[Data shown]
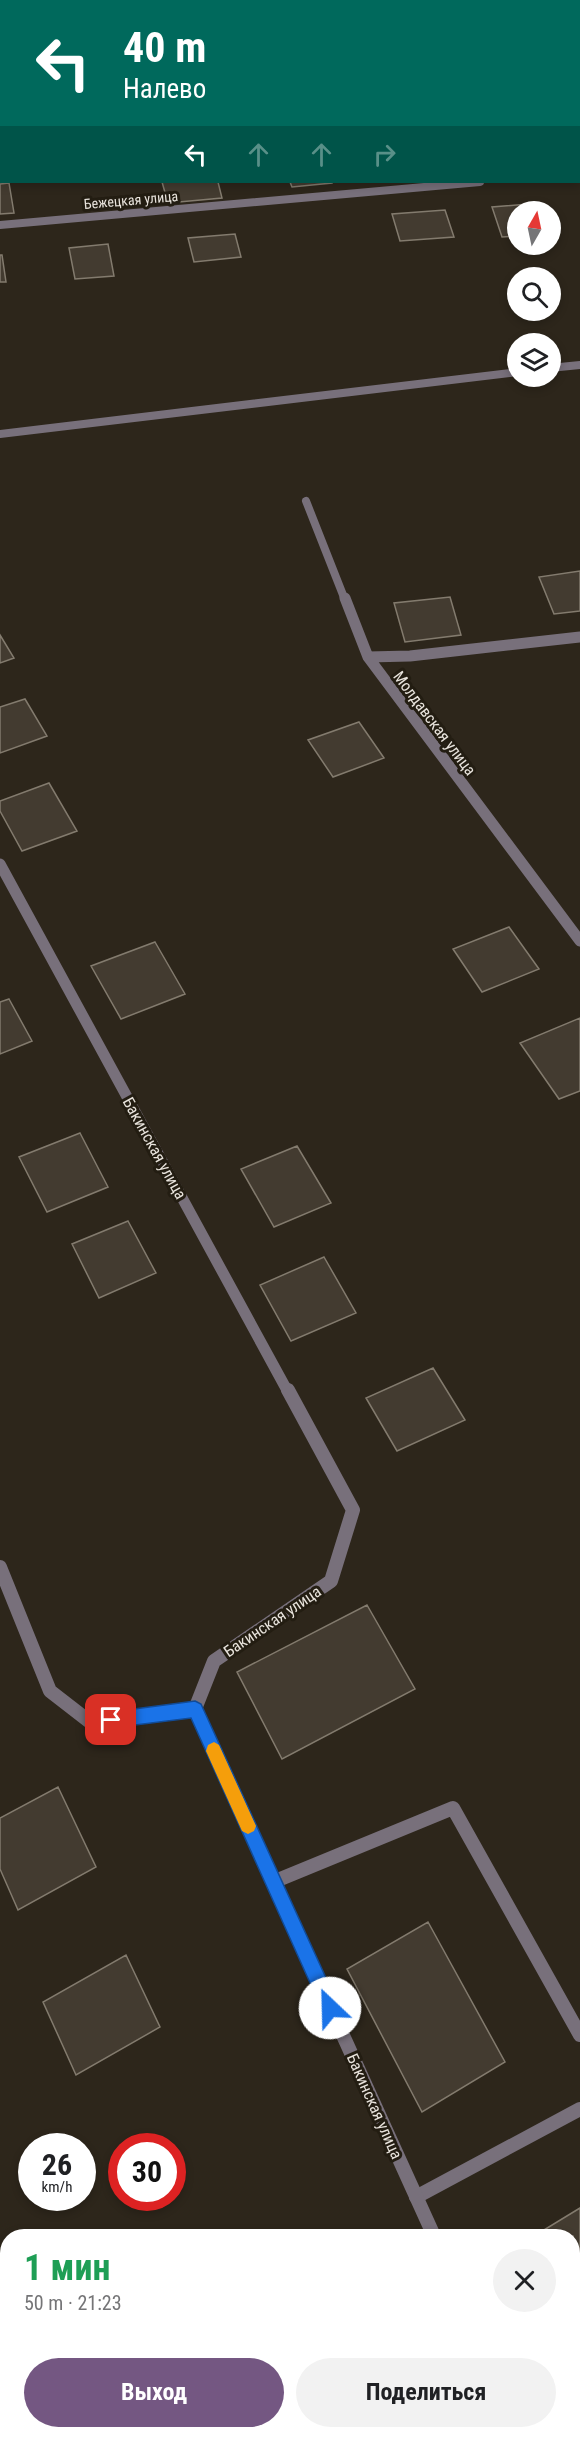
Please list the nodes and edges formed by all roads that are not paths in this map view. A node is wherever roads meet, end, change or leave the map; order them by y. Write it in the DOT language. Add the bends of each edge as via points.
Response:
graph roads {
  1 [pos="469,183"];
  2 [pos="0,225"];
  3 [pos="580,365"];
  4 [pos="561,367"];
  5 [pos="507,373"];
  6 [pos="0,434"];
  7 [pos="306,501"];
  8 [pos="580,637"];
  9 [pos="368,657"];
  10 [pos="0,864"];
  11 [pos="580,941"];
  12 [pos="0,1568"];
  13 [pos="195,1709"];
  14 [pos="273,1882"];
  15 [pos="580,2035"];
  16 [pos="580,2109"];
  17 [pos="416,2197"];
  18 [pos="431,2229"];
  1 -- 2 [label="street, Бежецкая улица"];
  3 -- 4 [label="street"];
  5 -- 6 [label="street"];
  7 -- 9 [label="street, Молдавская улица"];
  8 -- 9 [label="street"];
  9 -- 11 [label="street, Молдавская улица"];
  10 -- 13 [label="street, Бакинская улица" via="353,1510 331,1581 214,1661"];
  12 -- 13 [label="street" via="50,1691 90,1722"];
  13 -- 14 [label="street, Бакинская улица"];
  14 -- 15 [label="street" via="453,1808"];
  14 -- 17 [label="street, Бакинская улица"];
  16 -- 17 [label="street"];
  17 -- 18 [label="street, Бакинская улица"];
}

[What this task involves] Retype everything in the entries exactly except the pictures.

[Response area]
Please list the nodes and edges formed by all roads that are not paths in this map view. A node is wherever roads meet, end, change or leave the map; order them by y. Write it in the DOT language. Add the bends of each edge as via points.
Response:
graph roads {
  1 [pos="469,183"];
  2 [pos="0,225"];
  3 [pos="580,365"];
  4 [pos="561,367"];
  5 [pos="507,373"];
  6 [pos="0,434"];
  7 [pos="306,501"];
  8 [pos="580,637"];
  9 [pos="368,657"];
  10 [pos="0,864"];
  11 [pos="580,941"];
  12 [pos="0,1568"];
  13 [pos="195,1709"];
  14 [pos="273,1882"];
  15 [pos="580,2035"];
  16 [pos="580,2109"];
  17 [pos="416,2197"];
  18 [pos="431,2229"];
  1 -- 2 [label="street, Бежецкая улица"];
  3 -- 4 [label="street"];
  5 -- 6 [label="street"];
  7 -- 9 [label="street, Молдавская улица"];
  8 -- 9 [label="street"];
  9 -- 11 [label="street, Молдавская улица"];
  10 -- 13 [label="street, Бакинская улица" via="353,1510 331,1581 214,1661"];
  12 -- 13 [label="street" via="50,1691 90,1722"];
  13 -- 14 [label="street, Бакинская улица"];
  14 -- 15 [label="street" via="453,1808"];
  14 -- 17 [label="street, Бакинская улица"];
  16 -- 17 [label="street"];
  17 -- 18 [label="street, Бакинская улица"];
}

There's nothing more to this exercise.